== Exercise ==
Only the lines from the beginning of the entries through the one that holds "const toPath = rows" may appear in the answer, written out exactly and free of pictures.

+---+

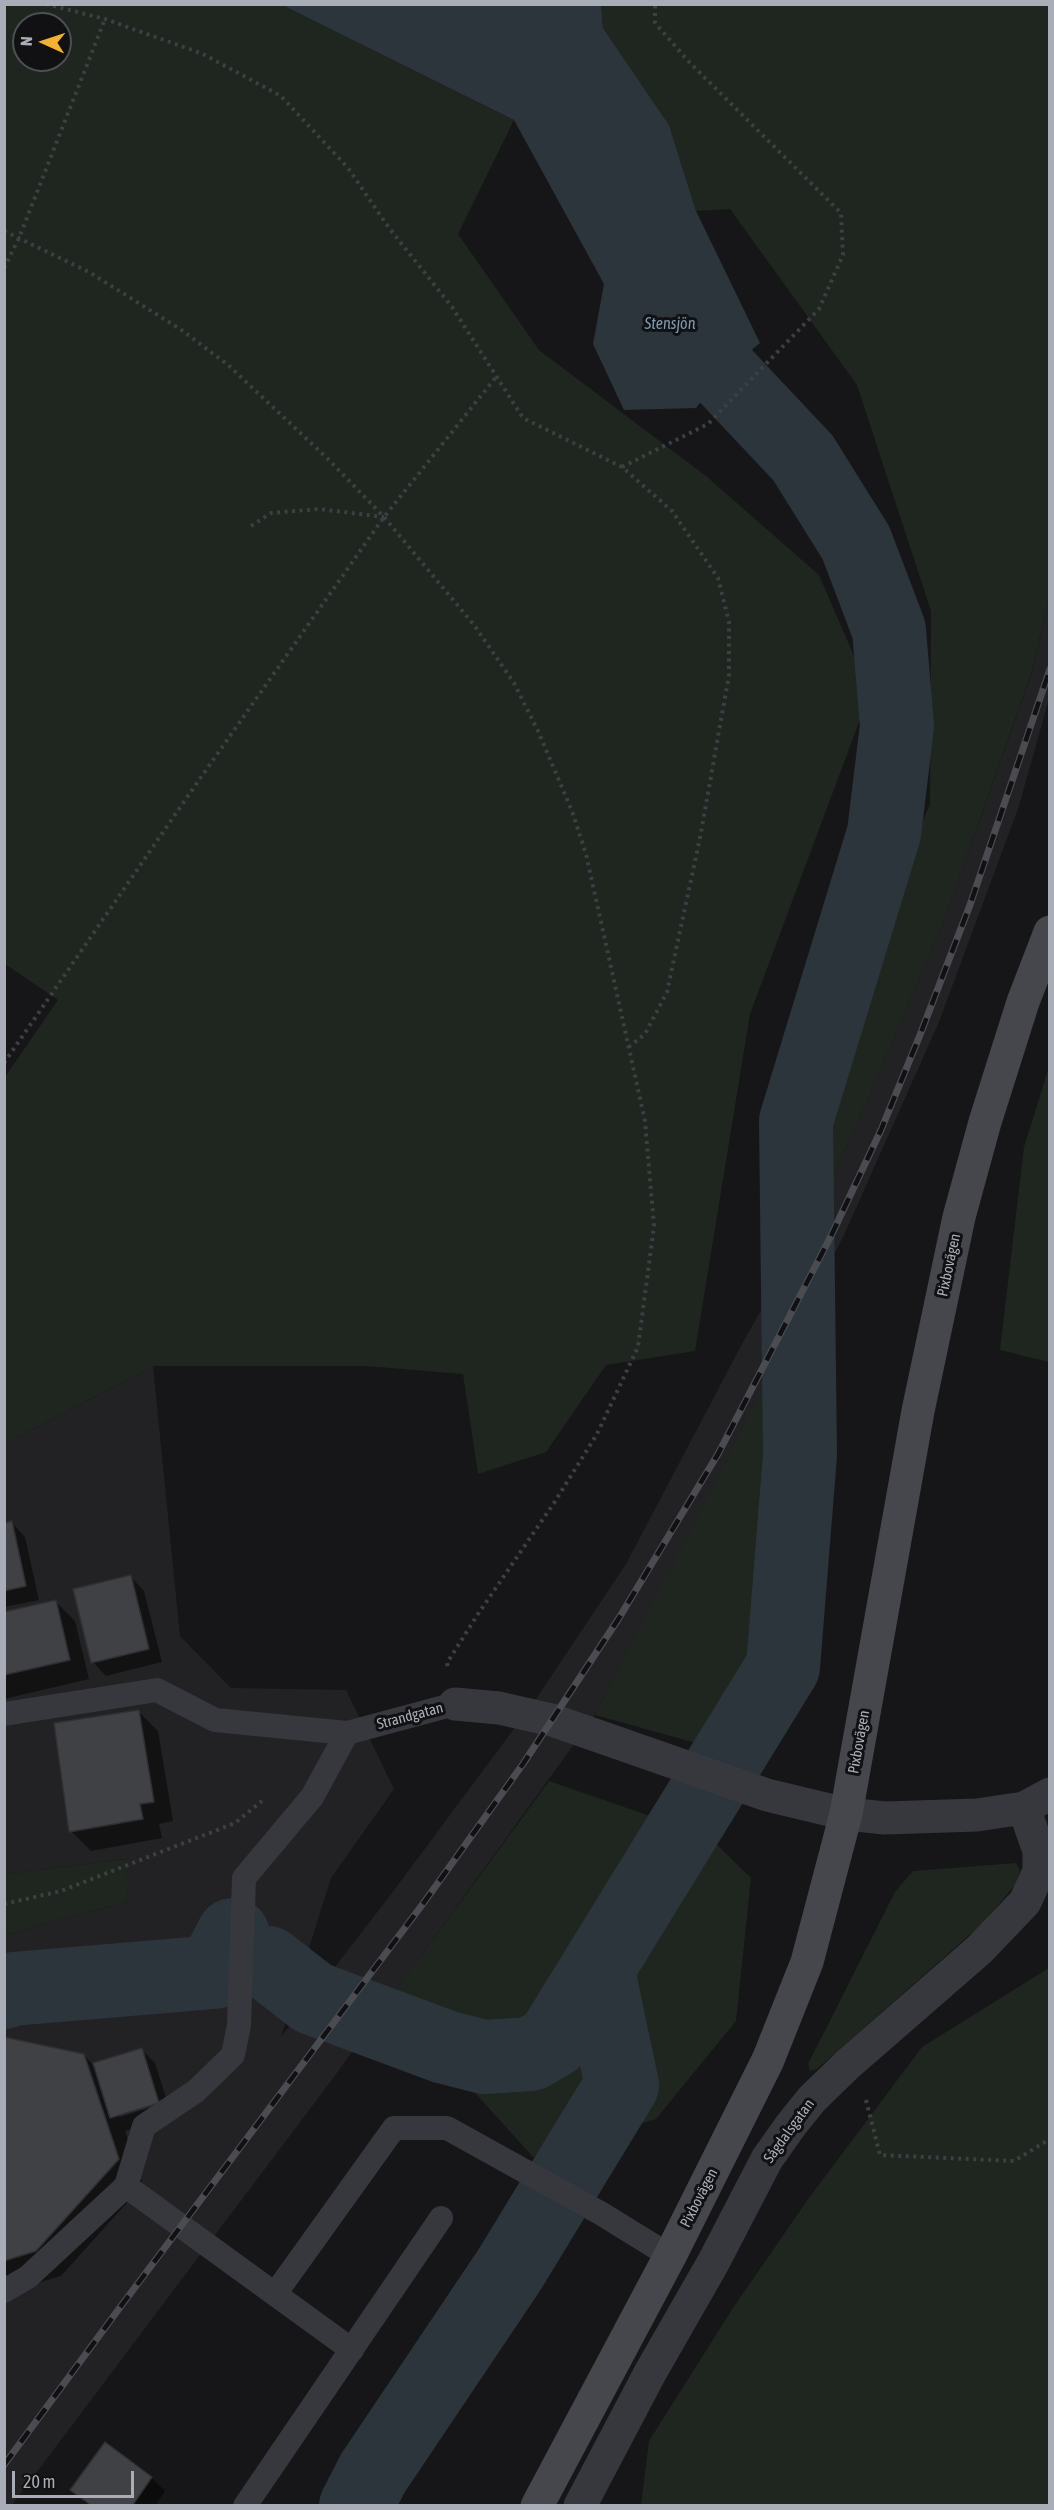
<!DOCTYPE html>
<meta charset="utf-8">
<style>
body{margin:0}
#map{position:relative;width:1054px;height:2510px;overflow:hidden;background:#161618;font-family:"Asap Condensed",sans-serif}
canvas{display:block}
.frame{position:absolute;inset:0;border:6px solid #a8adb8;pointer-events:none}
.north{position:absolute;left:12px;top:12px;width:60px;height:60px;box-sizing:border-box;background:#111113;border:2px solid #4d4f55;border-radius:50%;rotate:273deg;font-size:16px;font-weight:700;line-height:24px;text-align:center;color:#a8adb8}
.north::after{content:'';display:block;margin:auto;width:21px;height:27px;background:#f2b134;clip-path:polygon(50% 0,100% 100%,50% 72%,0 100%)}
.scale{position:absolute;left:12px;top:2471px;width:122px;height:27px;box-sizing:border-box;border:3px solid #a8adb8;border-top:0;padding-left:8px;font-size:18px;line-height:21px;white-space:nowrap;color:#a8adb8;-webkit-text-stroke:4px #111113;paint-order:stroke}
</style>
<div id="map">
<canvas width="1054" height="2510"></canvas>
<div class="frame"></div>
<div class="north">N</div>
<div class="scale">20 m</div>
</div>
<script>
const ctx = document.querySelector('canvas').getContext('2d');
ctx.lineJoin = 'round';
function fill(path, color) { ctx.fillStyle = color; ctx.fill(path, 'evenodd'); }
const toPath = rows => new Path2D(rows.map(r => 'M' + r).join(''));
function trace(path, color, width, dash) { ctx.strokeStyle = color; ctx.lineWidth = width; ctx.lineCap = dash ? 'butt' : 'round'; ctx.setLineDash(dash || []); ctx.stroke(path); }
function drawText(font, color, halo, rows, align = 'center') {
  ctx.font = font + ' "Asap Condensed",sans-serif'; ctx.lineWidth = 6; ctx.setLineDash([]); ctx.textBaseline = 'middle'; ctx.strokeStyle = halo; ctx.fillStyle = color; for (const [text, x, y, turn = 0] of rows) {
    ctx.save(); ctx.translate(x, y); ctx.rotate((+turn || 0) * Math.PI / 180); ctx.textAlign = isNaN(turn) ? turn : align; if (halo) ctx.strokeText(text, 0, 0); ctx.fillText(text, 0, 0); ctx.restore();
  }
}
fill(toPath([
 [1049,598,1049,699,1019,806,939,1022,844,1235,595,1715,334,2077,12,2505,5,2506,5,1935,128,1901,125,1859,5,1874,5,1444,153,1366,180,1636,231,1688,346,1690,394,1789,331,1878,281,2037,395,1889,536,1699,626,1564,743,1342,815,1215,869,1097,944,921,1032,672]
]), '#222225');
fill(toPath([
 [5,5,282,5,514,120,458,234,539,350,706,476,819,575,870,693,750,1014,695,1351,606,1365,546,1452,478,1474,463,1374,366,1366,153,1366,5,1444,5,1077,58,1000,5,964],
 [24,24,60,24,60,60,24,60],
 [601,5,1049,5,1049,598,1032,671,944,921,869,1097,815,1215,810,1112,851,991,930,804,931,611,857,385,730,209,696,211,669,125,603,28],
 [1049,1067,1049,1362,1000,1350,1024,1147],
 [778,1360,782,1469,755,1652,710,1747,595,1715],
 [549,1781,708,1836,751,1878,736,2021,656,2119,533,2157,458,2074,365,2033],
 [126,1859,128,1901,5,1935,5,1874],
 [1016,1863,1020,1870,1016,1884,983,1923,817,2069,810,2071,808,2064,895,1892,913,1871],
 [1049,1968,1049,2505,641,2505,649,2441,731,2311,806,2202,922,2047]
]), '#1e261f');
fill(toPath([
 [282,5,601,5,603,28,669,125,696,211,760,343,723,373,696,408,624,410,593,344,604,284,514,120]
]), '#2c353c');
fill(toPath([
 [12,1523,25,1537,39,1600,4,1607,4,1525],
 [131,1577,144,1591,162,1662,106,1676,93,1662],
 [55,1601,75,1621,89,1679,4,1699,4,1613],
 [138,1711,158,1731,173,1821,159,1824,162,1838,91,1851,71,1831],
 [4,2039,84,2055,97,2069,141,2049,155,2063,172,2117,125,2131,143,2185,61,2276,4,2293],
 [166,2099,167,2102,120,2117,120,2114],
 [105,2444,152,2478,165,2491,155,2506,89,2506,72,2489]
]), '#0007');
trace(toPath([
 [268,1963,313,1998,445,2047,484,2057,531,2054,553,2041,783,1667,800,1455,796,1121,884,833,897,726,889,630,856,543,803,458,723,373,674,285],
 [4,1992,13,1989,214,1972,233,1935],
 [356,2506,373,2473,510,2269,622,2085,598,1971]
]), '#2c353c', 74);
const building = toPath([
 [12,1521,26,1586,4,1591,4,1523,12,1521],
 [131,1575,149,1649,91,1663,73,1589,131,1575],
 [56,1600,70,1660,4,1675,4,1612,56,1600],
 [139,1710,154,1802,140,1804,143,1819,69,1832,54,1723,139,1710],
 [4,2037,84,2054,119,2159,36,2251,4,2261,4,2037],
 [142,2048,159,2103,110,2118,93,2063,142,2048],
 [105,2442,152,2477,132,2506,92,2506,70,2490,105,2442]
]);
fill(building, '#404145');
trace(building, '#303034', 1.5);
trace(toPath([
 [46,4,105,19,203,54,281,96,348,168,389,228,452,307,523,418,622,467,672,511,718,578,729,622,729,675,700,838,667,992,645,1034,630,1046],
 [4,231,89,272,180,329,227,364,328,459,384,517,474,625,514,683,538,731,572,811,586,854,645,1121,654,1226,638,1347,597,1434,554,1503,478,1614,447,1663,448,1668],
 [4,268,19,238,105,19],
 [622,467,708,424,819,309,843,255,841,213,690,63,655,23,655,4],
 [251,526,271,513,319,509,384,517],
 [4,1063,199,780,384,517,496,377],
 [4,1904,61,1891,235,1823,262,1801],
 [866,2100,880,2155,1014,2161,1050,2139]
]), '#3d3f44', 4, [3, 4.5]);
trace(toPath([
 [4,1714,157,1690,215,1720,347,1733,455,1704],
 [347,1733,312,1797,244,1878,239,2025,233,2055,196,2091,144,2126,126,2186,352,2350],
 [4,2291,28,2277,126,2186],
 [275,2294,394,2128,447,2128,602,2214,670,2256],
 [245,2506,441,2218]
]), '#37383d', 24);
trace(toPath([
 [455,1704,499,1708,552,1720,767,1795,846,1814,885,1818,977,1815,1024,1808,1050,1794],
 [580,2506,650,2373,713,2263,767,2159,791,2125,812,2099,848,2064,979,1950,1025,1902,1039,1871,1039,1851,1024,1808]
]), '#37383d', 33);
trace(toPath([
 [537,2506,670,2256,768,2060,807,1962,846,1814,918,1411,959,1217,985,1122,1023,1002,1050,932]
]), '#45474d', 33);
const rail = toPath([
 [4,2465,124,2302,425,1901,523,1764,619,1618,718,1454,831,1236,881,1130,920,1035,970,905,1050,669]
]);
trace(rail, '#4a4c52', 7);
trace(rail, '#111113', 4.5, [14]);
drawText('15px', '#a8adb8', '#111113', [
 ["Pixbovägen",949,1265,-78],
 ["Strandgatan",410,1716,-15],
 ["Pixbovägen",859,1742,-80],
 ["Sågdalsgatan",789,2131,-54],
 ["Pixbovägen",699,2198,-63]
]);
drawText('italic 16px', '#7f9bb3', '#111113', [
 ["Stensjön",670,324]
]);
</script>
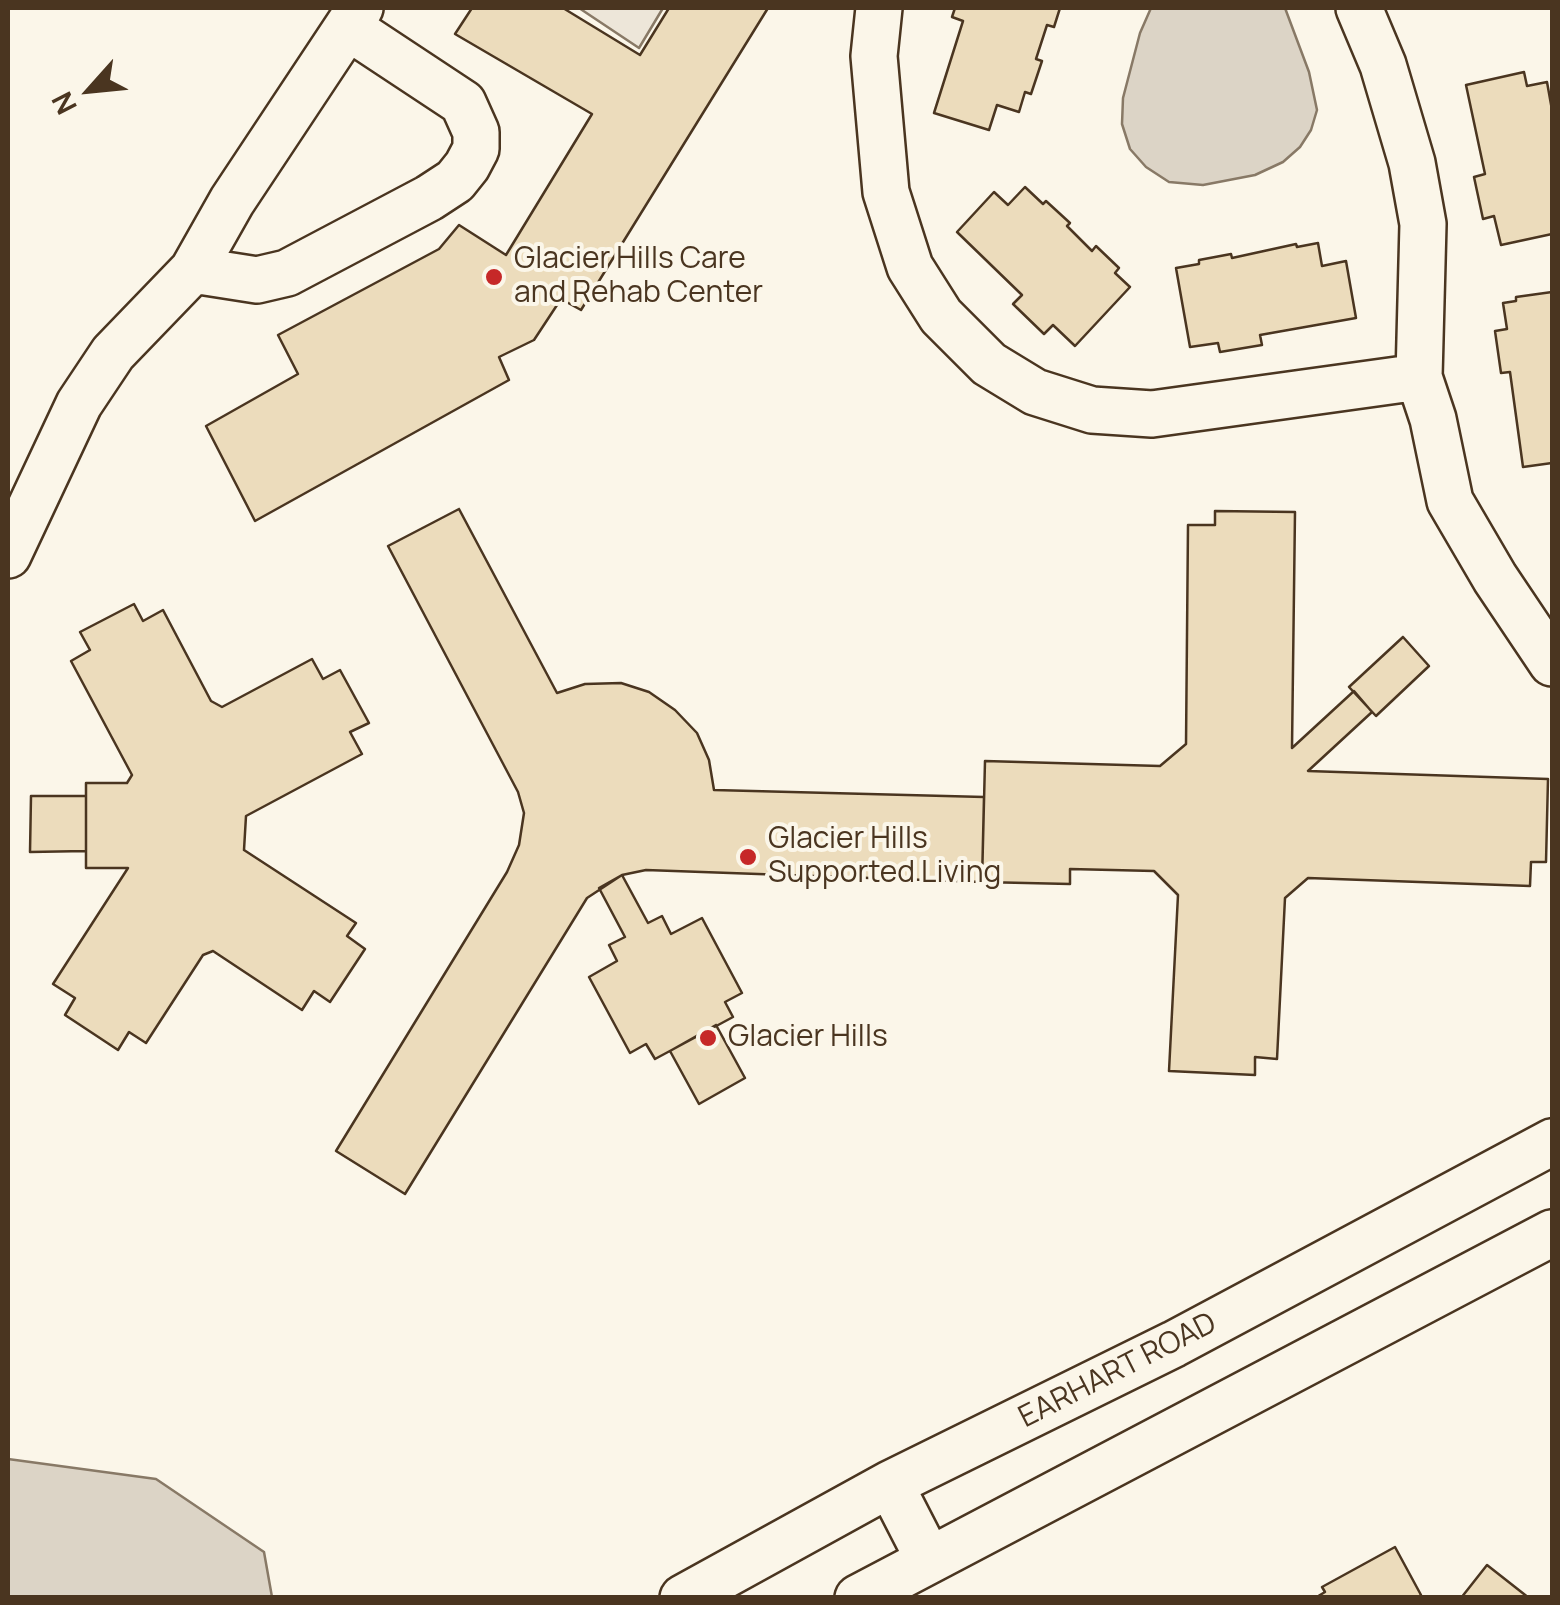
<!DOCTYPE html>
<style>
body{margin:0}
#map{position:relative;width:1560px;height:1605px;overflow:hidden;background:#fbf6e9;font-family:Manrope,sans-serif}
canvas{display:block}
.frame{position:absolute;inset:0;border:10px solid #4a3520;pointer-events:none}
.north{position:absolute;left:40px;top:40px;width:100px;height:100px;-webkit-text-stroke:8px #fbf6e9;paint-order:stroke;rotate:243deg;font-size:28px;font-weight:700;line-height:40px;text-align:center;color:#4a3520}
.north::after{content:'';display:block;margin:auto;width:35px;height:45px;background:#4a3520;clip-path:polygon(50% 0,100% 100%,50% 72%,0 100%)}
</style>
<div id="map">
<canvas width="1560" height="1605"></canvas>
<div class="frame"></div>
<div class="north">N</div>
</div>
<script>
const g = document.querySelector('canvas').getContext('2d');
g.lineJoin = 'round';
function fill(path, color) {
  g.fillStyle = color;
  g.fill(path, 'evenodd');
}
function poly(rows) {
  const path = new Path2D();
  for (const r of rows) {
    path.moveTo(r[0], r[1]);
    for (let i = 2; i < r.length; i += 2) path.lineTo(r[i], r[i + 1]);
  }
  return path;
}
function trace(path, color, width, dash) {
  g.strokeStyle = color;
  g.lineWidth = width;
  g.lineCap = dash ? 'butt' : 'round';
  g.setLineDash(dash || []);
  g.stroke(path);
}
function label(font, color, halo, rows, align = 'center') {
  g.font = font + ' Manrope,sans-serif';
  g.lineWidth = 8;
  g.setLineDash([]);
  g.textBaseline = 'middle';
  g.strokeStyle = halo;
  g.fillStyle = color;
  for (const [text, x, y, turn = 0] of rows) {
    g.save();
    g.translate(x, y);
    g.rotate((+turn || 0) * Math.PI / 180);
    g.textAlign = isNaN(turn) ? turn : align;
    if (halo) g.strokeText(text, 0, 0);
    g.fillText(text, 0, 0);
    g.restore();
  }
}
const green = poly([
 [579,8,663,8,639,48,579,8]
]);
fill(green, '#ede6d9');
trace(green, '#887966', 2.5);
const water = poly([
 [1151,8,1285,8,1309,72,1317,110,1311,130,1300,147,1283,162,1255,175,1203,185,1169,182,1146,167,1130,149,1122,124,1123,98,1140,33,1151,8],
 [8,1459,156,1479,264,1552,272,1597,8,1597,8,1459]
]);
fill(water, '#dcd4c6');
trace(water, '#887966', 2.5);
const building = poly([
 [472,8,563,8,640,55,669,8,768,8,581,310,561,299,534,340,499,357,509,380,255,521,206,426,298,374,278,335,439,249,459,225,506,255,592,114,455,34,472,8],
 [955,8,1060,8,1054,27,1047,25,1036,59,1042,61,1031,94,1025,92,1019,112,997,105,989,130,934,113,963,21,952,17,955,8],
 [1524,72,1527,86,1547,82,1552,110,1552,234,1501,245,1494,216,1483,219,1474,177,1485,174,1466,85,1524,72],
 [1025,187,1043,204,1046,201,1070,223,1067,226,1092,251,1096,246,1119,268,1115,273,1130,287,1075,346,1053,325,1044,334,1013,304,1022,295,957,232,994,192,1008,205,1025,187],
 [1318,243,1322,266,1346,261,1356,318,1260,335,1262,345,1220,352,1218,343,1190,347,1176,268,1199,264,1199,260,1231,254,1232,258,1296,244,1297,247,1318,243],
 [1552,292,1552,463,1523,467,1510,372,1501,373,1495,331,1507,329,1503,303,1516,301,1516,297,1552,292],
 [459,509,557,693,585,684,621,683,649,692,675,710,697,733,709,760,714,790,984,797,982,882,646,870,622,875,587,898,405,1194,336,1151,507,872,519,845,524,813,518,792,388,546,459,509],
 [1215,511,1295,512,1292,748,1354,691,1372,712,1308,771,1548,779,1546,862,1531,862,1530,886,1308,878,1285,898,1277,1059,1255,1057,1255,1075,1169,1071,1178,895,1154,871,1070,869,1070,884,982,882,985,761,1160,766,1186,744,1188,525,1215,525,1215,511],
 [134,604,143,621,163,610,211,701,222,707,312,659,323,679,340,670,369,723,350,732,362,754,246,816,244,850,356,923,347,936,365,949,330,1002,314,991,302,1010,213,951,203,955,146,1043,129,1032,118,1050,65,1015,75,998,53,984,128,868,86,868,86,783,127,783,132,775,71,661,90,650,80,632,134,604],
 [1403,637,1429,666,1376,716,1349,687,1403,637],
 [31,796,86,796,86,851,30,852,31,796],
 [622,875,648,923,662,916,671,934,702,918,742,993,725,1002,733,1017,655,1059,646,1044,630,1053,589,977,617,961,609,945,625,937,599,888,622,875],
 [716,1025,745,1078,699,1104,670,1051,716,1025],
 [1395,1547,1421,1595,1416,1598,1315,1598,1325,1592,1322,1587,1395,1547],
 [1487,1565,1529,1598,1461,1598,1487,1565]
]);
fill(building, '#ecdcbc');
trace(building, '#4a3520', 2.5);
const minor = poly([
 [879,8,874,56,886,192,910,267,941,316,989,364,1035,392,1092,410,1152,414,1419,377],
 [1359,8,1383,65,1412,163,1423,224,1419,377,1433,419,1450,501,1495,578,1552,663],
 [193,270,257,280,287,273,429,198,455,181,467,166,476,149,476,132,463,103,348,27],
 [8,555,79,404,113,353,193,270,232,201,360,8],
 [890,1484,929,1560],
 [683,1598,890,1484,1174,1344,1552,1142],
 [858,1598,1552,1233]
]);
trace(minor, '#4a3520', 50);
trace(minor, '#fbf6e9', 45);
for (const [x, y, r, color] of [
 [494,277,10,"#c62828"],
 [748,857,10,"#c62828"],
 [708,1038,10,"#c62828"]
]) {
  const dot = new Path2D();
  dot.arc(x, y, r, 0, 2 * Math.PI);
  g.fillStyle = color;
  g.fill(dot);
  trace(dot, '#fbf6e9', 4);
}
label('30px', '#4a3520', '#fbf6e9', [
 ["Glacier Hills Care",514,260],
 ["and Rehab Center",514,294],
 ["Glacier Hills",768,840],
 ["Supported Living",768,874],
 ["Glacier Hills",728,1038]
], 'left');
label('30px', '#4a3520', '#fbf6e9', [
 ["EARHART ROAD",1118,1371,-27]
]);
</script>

+---+

== Solution for this exercise ==
<!DOCTYPE html>
<meta charset="utf-8">
<style>
body{margin:0}
#map{position:relative;width:1054px;height:2510px;overflow:hidden;background:#161618;font-family:"Asap Condensed",sans-serif}
canvas{display:block}
.frame{position:absolute;inset:0;border:6px solid #a8adb8;pointer-events:none}
.north{position:absolute;left:12px;top:12px;width:60px;height:60px;box-sizing:border-box;background:#111113;border:2px solid #4d4f55;border-radius:50%;rotate:273deg;font-size:16px;font-weight:700;line-height:24px;text-align:center;color:#a8adb8}
.north::after{content:'';display:block;margin:auto;width:21px;height:27px;background:#f2b134;clip-path:polygon(50% 0,100% 100%,50% 72%,0 100%)}
.scale{position:absolute;left:12px;top:2471px;width:122px;height:27px;box-sizing:border-box;border:3px solid #a8adb8;border-top:0;padding-left:8px;font-size:18px;line-height:21px;white-space:nowrap;color:#a8adb8;-webkit-text-stroke:4px #111113;paint-order:stroke}
</style>
<div id="map">
<canvas width="1054" height="2510"></canvas>
<div class="frame"></div>
<div class="north">N</div>
<div class="scale">20 m</div>
</div>
<script>
const ctx = document.querySelector('canvas').getContext('2d');
ctx.lineJoin = 'round';
function fill(path, color) { ctx.fillStyle = color; ctx.fill(path, 'evenodd'); }
const toPath = rows => new Path2D(rows.map(r => 'M' + r).join(''));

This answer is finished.